Masih menggunakan sweater buatan Bibi Hanna, Abby


menerobos masuk ke rumah kayu itu. Di dalam sana suara
tangis terdengar dari beberapa sanak saudara Bibi Hanna.
Mereka baru saja datang dari kota.
Abby menghampiri Steven yang terdiam di pojok ruangan. Di
samping Steven, terdapat Lucy dan Leo yang terlihat ikut
kehilangan pemiliknya. Abby melihat kamar Bibi Hanna masih
ramai. Ia urungkan niatnya untuk masuk ke sana.

“Adiknya datang?” Tanya Abby lirih.

“Baru dia yang datang.” Steven menunjuk seorang perempuan


yang baru keluar dari kamar Bibi Hanna. Matanya bengkak.
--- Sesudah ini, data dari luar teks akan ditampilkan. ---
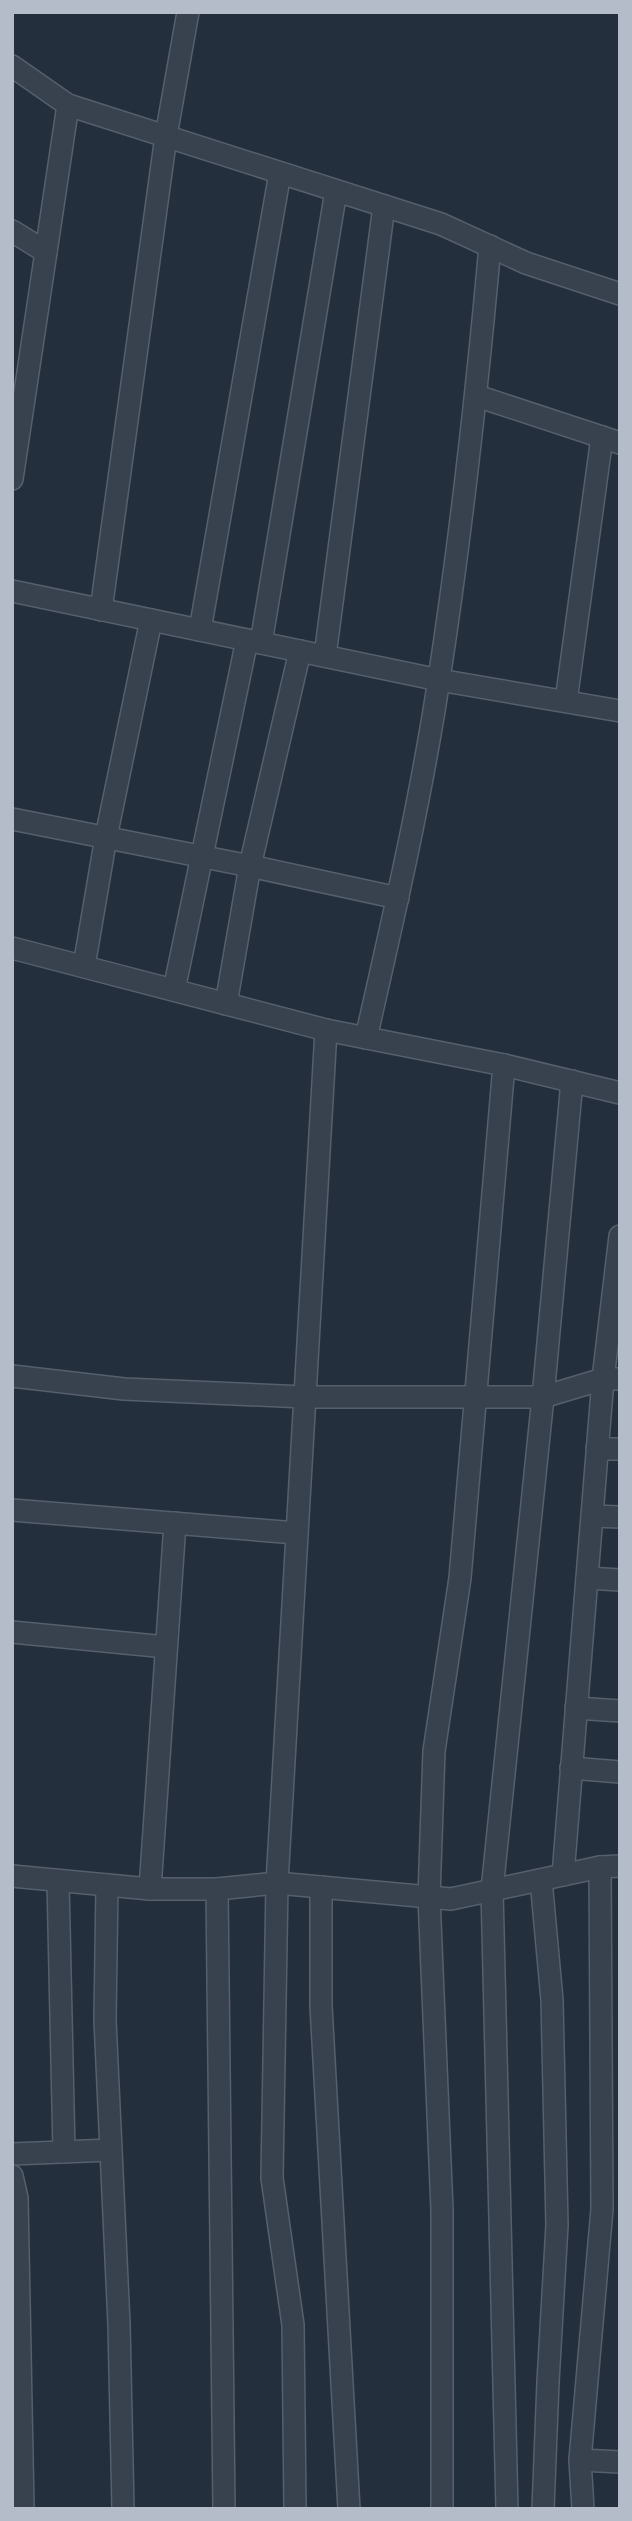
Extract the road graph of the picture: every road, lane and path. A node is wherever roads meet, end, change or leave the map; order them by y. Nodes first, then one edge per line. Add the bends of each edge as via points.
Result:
1 (188, 12) edge
2 (12, 66) edge
3 (68, 105) junction
4 (166, 136) junction
5 (280, 173) junction
6 (336, 191) junction
7 (384, 206) junction
8 (12, 231) edge
9 (490, 246) junction
10 (46, 252) junction
11 (620, 294) edge
12 (477, 396) junction
13 (611, 440) edge
14 (12, 479) edge
15 (12, 591) edge
16 (101, 610) junction
17 (151, 620) junction
18 (200, 630) junction
19 (254, 641) junction
20 (300, 651) junction
21 (326, 656) junction
22 (439, 680) junction
23 (566, 701) junction
24 (620, 711) edge
25 (12, 819) edge
26 (106, 837) junction
27 (203, 856) junction
28 (250, 866) junction
29 (398, 898) junction
30 (12, 948) edge
31 (84, 966) junction
32 (174, 990) junction
33 (226, 1004) junction
34 (326, 1030) junction
35 (366, 1038) junction
36 (504, 1065) junction
37 (572, 1081) junction
38 (620, 1093) edge
39 (620, 1236) edge
40 (12, 1376) edge
41 (612, 1379) edge
42 (304, 1397) junction
43 (476, 1397) junction
44 (544, 1397) junction
45 (597, 1449) junction
46 (620, 1450) edge
47 (12, 1510) edge
48 (592, 1516) junction
49 (620, 1517) edge
50 (175, 1523) junction
51 (296, 1533) junction
52 (587, 1578) junction
53 (620, 1580) edge
54 (12, 1632) edge
55 (166, 1647) junction
56 (576, 1708) junction
57 (620, 1711) edge
58 (571, 1768) junction
59 (620, 1772) edge
60 (610, 1867) edge
61 (563, 1875) junction
62 (12, 1876) edge
63 (541, 1880) junction
64 (58, 1881) junction
65 (277, 1883) junction
66 (107, 1885) junction
67 (321, 1887) junction
68 (150, 1889) junction
69 (217, 1889) junction
70 (492, 1890) junction
71 (429, 1897) junction
72 (610, 2011) edge
73 (111, 2150) junction
74 (64, 2152) junction
75 (12, 2154) edge
76 (12, 2176) edge
77 (15, 2198) edge
78 (580, 2460) junction
79 (620, 2462) edge
80 (23, 2509) edge
81 (123, 2509) edge
82 (223, 2509) edge
83 (295, 2509) edge
84 (349, 2509) edge
85 (442, 2509) edge
86 (507, 2509) edge
87 (544, 2509) edge
88 (583, 2509) edge

1 - 4 street
2 - 3 street
3 - 4 street
3 - 10 street
4 - 5 street
4 - 16 street
5 - 6 street
5 - 18 street
6 - 7 street
6 - 19 street
7 - 9 street
7 - 21 street
8 - 10 street
9 - 11 street
9 - 12 street
10 - 14 street
12 - 13 street
12 - 22 street
13 - 23 street
15 - 16 street
16 - 17 street
17 - 18 street
17 - 26 street
18 - 19 street
19 - 20 street
19 - 27 street
20 - 21 street
20 - 28 street
21 - 22 street
22 - 23 street
22 - 29 street
23 - 24 street
25 - 26 street
26 - 27 street
26 - 31 street
27 - 28 street
27 - 32 street
28 - 29 street
28 - 33 street
29 - 35 street
30 - 31 street
31 - 32 street
32 - 33 street
33 - 34 street
34 - 35 street
34 - 42 street
35 - 36 street
36 - 37 street
36 - 43 street
37 - 38 street
37 - 44 street
39 - 41 street
40 - 42 street via 124,1390
41 - 44 street
41 - 45 street
42 - 43 street
42 - 51 street
43 - 44 street
43 - 71 street via 460,1578 434,1751
44 - 70 street
45 - 46 street
45 - 48 street
47 - 50 street
48 - 49 street
48 - 52 street
50 - 51 street
50 - 55 street
51 - 65 street
52 - 53 street
52 - 56 street
54 - 55 street
55 - 68 street
56 - 57 street
56 - 58 street
58 - 59 street
58 - 61 street
60 - 61 street
60 - 72 street
61 - 63 street
62 - 64 street
63 - 70 street
63 - 87 street via 552,2000 557,2225
64 - 66 street
64 - 74 street
65 - 67 street
65 - 69 street
65 - 83 street via 272,2178 293,2325
66 - 68 street
66 - 73 street via 105,2020
67 - 71 street
67 - 84 street via 321,2006
68 - 69 street
69 - 82 street
70 - 71 street via 451,1899
70 - 86 street
71 - 85 street via 442,2210
72 - 78 street via 603,2209
73 - 74 street
73 - 81 street
74 - 75 street
76 - 77 street
77 - 80 street
78 - 79 street
78 - 88 street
“Yang satunya?” Abby bertanya lagi.

“Masih dalam perjalanan. Mungkin nanti malam sampai,” jawab


Steven.

***

Proses pemakaman dilakukan pada malam hari, menunggu adik


Bibi Hanna yang terakhir datang. Merry datang dengan raut
wajah penuh penyesalan. Ketika tubuh Bibi Hanna
dikebumikan, ia tidak berhenti menangis. Ucapan maaf tak
pernah berhenti dari mulutnya.

Sepulang dari pemakaman, Abby melihat Merry duduk


menyendiri. Matanya kosong. Apalagi setelah mendapatkan
delapan tumpukan hadiah di hadapannya. Yang terbaru, sebuah
syal yang Bibi Hanna rajut kemarin. Hasilnya sangat rapi
walaupun dikerjakan dalam kondisi sakit.

“Ibu merasa kasihan,” ujar Ibu Abby pelan.

Abby menoleh dan menjawab, “kenapa?”

“Selama ini, Hanna mengharapkan hadiah hadiah itu dapat


mempertemukannya dengan Merry. Hanna tak ingin mengirim
hadiah itu, ia ingin Merry lah yang mengambilnya ke sini. Tapi,
Merry selalu punya alasan untuk berkunjung. Selalu begitu
setiap tahun.” Ibu Abby menghela nafas, “siapa sangka,
kepergian Hanna lah yang akhirnya membuat Merry datang,”
lanjutnya.

Abby terdiam, turut merasakan penyesalan dari cerita ibunya.


“Bibi Hanna akan senang melihat Merry akhirnya menerima
hadiah-hadiah itu,” ucap Abby kepada ibunya.

“Hanna pasti senang. Ia tak pernah membenci adik-adiknya.”